D. Le fonctionnaire n’a pas établi l’existence d’une entente visant à proroger le délai pour renvoyer les griefs au troisième palier

[17] Comme je l’ai mentionné plus tôt, les griefs ont été renvoyés au deuxième palier le 21 juillet 2022 et au troisième palier le 1ᵉʳ mars 2023. Le délai pour ce renvoi a expiré le 12 août 2022 (soit 15 jours ouvrables après la présentation des griefs à ce palier inférieur). Cela signifie que le renvoi au troisième palier a été fait bien au‑delà de la période pour le faire.

[18] La seule question que je dois trancher est celle de savoir s’il y a eu une entente pour proroger le délai pour renvoyer ces griefs au troisième palier de la procédure de règlement des griefs. Il incombe au fonctionnaire de démontrer qu’il y a eu une entente pour proroger ce délai; voir Desloges c. Canada (Procureur général), 2007 CF 60, au par. 28.

[19] Les parties conviennent qu’une telle entente a été conclue pour la période entre le 21 juillet et le 23 août 2022. L’employeur soutient que l’entente a expiré le 23 août 2022. Malheureusement, je ne comprends pas pourquoi l’employeur affirme que l’entente a pris fin le 23 août 2022; je ne suis pas certain si l’employeur affirme qu’il y a eu une réunion du comité des griefs (conformément à l’entente de suspension) ou qu’il y a eu une réunion au deuxième palier de la procédure de règlement des griefs. L’employeur semble dire les deux choses à des moments différents.

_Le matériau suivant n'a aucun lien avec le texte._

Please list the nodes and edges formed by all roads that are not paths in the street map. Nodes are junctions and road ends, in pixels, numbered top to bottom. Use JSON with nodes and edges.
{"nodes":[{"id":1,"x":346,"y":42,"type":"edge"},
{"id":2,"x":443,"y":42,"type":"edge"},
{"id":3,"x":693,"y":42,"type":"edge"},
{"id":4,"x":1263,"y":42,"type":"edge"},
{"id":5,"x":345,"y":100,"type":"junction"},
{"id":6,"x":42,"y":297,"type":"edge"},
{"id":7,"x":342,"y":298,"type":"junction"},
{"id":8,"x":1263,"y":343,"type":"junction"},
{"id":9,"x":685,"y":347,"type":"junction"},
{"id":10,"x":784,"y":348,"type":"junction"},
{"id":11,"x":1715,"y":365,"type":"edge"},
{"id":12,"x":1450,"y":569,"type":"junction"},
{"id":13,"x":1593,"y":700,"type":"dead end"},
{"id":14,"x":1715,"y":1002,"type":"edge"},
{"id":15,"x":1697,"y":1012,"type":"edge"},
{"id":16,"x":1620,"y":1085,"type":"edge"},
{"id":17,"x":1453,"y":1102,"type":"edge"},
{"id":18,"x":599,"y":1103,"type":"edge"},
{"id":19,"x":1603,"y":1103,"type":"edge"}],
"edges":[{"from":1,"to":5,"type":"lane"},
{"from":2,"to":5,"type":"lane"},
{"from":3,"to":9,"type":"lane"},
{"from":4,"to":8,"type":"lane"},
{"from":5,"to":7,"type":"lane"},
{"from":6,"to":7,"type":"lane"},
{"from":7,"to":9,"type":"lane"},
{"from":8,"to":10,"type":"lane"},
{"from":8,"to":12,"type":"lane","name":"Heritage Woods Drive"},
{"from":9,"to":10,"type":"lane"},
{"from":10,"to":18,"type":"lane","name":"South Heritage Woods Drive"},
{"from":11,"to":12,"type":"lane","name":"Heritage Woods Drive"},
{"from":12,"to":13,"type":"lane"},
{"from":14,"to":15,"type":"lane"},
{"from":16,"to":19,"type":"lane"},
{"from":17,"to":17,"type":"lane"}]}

[20] Les arguments du fonctionnaire ne sont pas clairs non plus pour moi. Comment y a‑t‑il eu une audition de grief au deuxième palier le 23 août 2022 si les griefs étaient toujours en suspens, ou s’agissait‑il simplement d’une réunion bilatérale? S’il y a eu entente pour proroger le délai au‑delà du 23 août 2022 (autrement dit, pour suspendre ces griefs), le fonctionnaire a certainement violé l’entente de suspension en renvoyant ses griefs au troisième palier le 1ᵉʳ mars 2023 sans donner un préavis à lemployeur? Si le fonctionnaire estime que les griefs étaient toujours en suspens selon les termes de l’entente de suspension, aucun élément de preuve n’indique qu’un avis écrit a été donné pour mettre fin à la suspension. Le renvoi des griefs au troisième palier de la procédure de règlement des griefs le 1er mars 2023 était incompatible avec l’entente en place pour suspendre ces griefs au‑delà du 23 août 2022.

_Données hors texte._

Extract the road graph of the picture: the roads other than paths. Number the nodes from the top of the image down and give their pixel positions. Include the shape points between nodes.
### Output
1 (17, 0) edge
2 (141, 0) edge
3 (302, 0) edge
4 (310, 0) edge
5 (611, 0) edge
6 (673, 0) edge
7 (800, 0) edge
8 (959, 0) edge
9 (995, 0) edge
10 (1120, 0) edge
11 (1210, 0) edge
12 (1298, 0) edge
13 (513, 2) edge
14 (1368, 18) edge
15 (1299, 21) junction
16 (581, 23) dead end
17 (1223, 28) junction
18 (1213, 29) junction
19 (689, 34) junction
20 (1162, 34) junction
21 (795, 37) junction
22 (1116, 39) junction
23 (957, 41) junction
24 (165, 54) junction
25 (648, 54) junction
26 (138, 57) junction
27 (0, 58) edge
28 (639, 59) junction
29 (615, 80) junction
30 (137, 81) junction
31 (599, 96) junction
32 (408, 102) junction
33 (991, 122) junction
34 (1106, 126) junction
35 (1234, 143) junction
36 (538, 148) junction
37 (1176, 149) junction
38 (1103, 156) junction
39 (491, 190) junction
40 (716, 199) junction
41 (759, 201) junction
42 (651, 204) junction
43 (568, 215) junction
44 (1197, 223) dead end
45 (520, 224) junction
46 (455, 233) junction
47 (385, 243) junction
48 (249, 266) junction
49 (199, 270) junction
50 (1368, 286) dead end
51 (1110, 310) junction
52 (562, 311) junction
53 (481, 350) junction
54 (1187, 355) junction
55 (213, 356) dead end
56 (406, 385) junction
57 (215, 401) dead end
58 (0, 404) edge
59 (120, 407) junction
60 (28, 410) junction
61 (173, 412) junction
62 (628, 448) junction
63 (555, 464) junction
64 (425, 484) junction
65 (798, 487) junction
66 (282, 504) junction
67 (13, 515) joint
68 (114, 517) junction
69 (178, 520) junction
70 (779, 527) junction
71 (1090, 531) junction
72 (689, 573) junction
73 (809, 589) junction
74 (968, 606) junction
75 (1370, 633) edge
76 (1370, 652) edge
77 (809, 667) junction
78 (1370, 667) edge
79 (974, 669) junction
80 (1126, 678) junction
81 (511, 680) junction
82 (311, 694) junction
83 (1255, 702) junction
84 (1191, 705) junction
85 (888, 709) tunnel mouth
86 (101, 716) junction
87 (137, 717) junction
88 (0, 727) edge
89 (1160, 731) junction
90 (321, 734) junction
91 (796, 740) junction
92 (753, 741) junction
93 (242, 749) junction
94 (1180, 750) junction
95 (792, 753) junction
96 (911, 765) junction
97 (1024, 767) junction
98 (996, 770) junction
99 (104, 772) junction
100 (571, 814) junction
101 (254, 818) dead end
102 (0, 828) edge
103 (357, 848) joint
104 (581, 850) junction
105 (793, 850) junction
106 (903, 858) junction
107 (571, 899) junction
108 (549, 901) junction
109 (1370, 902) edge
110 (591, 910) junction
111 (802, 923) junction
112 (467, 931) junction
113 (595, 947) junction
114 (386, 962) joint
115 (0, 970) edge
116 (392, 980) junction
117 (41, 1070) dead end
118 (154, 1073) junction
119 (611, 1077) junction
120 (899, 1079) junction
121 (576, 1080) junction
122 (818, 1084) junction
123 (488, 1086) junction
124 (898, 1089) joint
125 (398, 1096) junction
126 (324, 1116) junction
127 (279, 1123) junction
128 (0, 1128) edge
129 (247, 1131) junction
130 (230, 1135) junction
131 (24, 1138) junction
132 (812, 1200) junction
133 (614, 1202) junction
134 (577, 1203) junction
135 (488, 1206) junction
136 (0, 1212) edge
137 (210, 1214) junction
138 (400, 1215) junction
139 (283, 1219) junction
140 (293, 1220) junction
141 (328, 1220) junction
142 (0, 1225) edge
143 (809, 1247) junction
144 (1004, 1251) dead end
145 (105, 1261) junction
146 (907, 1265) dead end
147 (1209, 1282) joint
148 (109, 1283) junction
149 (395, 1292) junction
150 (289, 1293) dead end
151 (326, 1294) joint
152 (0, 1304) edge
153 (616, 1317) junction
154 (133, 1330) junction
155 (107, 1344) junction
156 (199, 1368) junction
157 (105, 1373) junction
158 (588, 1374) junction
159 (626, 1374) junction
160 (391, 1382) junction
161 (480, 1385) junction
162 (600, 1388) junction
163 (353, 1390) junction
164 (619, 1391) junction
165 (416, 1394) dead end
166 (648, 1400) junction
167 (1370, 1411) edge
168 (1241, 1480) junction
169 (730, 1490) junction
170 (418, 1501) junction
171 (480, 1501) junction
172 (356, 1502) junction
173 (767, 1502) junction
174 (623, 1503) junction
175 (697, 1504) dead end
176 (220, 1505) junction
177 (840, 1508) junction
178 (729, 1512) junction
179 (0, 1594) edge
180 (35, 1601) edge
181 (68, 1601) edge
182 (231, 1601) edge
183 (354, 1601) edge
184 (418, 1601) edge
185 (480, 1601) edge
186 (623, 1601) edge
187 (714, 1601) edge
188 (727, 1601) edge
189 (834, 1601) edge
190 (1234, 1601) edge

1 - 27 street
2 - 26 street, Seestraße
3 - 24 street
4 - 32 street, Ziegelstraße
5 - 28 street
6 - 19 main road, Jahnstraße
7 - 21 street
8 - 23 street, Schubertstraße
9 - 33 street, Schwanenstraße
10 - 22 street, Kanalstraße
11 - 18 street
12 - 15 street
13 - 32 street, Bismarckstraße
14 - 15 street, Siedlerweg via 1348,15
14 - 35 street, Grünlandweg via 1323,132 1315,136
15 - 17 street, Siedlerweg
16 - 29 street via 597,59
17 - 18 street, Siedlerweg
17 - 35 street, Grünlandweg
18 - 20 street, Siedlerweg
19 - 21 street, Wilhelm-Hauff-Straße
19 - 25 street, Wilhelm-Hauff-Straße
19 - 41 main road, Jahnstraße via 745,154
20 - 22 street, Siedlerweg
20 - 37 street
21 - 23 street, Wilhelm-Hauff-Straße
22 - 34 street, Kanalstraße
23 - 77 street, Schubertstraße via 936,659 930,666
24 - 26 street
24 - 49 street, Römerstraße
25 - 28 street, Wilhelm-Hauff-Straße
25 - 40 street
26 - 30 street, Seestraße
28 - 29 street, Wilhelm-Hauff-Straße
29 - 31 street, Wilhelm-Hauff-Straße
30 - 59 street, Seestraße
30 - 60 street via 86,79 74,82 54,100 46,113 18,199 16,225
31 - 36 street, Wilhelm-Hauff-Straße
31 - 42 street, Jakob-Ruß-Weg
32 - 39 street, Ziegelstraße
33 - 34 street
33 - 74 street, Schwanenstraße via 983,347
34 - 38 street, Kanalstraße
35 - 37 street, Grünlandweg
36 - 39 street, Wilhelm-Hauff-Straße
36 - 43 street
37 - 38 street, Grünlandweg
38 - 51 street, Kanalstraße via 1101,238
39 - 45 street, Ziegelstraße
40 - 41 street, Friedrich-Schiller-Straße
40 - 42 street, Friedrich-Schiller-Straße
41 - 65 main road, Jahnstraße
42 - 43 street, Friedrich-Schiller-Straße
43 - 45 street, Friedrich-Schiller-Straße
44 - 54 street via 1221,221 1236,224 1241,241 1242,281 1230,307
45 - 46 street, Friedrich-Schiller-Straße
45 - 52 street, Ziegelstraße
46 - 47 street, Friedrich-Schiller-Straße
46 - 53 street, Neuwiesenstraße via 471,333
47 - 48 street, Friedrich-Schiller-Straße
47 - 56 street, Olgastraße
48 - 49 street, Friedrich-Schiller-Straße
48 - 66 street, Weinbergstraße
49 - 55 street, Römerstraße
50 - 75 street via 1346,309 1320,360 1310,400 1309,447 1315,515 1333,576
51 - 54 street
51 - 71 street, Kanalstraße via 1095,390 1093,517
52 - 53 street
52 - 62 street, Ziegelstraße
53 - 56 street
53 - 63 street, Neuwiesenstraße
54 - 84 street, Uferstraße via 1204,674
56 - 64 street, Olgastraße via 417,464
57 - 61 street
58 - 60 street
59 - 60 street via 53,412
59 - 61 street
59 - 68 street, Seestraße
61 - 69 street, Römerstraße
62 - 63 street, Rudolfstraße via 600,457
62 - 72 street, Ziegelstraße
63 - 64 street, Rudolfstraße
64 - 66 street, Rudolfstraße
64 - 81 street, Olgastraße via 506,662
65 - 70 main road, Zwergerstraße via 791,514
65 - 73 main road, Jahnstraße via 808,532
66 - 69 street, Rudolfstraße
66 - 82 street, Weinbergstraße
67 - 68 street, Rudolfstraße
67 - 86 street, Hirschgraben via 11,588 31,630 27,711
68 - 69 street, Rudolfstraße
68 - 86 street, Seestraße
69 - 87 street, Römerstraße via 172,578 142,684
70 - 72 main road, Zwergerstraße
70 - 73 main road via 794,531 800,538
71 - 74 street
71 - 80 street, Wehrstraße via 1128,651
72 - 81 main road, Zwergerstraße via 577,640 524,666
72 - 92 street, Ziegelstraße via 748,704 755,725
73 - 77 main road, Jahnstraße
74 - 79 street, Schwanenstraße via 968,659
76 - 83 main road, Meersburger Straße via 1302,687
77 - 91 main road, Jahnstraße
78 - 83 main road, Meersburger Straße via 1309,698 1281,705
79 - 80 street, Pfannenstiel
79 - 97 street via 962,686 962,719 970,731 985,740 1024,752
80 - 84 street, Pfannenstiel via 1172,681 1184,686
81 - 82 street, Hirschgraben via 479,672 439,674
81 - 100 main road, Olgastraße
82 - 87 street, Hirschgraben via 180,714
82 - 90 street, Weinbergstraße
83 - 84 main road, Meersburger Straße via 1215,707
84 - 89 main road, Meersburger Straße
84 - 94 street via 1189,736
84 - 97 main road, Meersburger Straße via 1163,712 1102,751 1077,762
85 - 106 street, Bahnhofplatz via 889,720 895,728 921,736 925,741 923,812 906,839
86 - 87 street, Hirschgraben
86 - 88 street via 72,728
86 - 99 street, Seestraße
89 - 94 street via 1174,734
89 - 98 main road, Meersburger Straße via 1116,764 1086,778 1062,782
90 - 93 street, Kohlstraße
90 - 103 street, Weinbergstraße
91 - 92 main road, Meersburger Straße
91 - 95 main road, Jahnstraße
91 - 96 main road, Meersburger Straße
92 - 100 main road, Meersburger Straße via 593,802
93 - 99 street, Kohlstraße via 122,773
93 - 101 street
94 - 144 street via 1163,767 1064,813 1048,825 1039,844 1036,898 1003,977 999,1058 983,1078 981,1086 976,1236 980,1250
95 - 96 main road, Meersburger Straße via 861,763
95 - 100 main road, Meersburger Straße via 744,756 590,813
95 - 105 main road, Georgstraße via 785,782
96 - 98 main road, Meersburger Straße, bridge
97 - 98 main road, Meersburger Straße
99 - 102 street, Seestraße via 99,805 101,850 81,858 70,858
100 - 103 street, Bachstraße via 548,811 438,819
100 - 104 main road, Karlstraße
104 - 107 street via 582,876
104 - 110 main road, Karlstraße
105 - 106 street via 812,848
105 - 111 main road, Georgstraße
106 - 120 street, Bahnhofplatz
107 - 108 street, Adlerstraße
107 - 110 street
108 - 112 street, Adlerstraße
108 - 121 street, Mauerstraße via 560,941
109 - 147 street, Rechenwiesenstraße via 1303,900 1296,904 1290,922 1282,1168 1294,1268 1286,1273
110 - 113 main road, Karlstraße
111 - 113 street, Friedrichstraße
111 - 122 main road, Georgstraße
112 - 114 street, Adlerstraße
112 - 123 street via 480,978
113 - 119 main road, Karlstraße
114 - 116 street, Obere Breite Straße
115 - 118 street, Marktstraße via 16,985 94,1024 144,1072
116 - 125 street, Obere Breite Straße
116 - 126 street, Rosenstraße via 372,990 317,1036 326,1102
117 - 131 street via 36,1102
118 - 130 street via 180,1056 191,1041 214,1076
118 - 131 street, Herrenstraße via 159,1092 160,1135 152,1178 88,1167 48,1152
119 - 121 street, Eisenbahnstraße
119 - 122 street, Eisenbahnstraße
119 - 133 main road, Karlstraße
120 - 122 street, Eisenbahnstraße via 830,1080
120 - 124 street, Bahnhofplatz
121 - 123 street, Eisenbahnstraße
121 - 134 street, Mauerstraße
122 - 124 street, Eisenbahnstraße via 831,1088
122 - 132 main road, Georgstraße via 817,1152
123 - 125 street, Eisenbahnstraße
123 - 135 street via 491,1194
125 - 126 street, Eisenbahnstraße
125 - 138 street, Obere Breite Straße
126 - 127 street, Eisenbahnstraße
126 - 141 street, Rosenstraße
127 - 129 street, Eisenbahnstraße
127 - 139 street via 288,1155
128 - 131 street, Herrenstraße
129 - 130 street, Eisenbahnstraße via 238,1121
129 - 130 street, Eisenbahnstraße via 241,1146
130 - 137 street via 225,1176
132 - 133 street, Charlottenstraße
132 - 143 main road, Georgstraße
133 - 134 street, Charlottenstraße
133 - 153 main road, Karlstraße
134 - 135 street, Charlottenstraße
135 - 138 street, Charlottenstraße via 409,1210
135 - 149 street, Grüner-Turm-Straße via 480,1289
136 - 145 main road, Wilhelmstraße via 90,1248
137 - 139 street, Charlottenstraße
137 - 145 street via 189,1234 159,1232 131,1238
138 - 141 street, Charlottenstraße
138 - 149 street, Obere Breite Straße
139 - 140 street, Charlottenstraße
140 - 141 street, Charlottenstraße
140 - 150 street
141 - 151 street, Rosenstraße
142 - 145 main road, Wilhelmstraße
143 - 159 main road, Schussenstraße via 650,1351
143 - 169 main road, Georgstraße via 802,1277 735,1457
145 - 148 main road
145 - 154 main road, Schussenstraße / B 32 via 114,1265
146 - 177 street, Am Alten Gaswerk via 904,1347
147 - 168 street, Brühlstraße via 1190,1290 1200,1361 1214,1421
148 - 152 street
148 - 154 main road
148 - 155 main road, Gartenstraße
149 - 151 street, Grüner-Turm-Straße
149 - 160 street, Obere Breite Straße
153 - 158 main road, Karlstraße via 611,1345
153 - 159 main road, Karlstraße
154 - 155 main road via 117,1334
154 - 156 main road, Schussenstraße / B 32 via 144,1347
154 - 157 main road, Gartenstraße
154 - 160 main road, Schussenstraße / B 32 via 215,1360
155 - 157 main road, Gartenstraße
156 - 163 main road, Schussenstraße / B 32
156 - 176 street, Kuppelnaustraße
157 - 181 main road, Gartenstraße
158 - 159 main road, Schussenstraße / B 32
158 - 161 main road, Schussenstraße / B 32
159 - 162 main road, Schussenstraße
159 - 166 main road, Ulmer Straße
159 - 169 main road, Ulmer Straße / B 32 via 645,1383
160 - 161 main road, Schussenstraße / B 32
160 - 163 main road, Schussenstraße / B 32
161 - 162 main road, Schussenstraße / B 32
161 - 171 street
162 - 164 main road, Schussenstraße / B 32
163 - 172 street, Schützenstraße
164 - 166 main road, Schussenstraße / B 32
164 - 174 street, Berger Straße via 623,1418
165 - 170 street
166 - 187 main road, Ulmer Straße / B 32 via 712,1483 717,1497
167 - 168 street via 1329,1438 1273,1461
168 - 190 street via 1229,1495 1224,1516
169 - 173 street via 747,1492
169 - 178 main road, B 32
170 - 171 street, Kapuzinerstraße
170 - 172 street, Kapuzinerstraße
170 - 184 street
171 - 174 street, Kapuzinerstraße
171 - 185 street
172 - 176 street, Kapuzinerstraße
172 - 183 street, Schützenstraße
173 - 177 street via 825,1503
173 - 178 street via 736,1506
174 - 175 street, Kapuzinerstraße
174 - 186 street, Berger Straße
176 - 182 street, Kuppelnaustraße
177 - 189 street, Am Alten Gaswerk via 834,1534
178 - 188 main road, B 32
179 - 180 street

[21] Le courriel du 17 février 2023 de la conseillère en relations de travail ne constitue pas une preuve d’une entente visant à mettre en suspens les griefs – il indique seulement qu’elle estimait que les griefs étaient toujours en suspens. Le fonctionnaire n’a présenté aucun élément de preuve d’un courriel, d’une lettre, d’un appel téléphonique, d’une conversation ou de toute autre communication constituant une entente visant à suspendre le délai pour renvoyer ces griefs au troisième palier après le 23 août 2022.

[22] Par conséquent, je conclus que le fonctionnaire ne s’est pas acquitté de son fardeau de la preuve consistant à établir l’existence d’une entente visant à proroger le délai pour renvoyer ces griefs au troisième palier de la procédure de règlement des griefs au‑delà du 23 août 2022. Ce renvoi au troisième palier était hors délai.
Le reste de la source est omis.